"""
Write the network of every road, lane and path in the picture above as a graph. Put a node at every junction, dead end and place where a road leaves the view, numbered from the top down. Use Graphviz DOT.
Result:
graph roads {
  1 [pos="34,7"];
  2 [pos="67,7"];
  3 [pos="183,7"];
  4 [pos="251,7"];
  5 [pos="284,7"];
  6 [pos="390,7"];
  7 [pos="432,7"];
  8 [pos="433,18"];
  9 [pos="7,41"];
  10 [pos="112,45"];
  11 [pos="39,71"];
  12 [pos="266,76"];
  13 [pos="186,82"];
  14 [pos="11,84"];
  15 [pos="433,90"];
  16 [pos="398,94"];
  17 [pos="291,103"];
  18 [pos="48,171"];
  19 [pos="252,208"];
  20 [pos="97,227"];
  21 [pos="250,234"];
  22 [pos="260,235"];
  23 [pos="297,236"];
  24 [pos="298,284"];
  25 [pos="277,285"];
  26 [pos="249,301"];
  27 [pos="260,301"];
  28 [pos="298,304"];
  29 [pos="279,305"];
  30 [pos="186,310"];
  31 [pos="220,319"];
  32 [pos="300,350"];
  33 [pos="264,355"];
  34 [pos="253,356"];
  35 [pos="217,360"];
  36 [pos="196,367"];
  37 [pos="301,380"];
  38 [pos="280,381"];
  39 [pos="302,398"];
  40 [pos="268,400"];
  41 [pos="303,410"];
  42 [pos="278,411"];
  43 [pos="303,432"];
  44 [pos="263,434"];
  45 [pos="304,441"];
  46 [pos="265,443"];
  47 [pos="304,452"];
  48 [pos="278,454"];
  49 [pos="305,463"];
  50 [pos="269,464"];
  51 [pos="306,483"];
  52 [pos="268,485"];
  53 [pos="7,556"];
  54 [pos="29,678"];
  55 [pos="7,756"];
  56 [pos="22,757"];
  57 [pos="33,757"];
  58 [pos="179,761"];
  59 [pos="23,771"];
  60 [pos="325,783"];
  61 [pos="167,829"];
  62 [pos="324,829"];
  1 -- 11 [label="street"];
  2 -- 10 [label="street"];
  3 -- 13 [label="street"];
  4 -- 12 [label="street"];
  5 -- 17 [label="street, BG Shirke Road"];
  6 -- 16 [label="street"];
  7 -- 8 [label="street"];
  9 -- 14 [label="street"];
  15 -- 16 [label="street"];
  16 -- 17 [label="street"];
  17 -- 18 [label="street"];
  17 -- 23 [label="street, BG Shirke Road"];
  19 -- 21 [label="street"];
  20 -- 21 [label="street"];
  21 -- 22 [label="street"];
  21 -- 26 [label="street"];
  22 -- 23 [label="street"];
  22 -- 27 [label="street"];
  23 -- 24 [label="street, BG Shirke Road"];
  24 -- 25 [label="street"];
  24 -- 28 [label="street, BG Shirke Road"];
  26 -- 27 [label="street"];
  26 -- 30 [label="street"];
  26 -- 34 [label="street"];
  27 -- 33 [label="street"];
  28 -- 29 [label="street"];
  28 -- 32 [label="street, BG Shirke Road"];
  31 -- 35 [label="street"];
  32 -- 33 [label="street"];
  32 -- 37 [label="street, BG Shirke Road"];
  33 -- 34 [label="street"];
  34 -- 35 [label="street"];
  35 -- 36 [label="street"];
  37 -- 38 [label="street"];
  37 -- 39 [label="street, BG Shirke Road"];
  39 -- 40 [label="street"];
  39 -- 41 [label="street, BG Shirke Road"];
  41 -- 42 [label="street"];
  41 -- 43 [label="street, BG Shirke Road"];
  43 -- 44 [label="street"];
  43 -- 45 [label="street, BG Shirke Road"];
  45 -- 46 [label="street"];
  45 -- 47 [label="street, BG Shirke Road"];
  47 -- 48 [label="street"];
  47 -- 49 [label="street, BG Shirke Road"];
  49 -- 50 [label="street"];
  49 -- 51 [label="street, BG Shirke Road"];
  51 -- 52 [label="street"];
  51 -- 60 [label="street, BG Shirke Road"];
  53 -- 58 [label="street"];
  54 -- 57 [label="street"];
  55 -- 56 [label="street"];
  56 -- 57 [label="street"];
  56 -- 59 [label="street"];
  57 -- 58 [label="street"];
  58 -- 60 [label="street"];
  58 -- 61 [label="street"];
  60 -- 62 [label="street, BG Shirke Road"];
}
"""
• _Exercise aim_: Only lines holding the word "graph" are wanted, so copy each of them from the records above.

• _Solution for this exercise_:
Write the network of every road, lane and path in the picture above as a graph. Put a node at every junction, dead end and place where a road leaves the view, numbered from the top down. Use Graphviz DOT.
graph roads {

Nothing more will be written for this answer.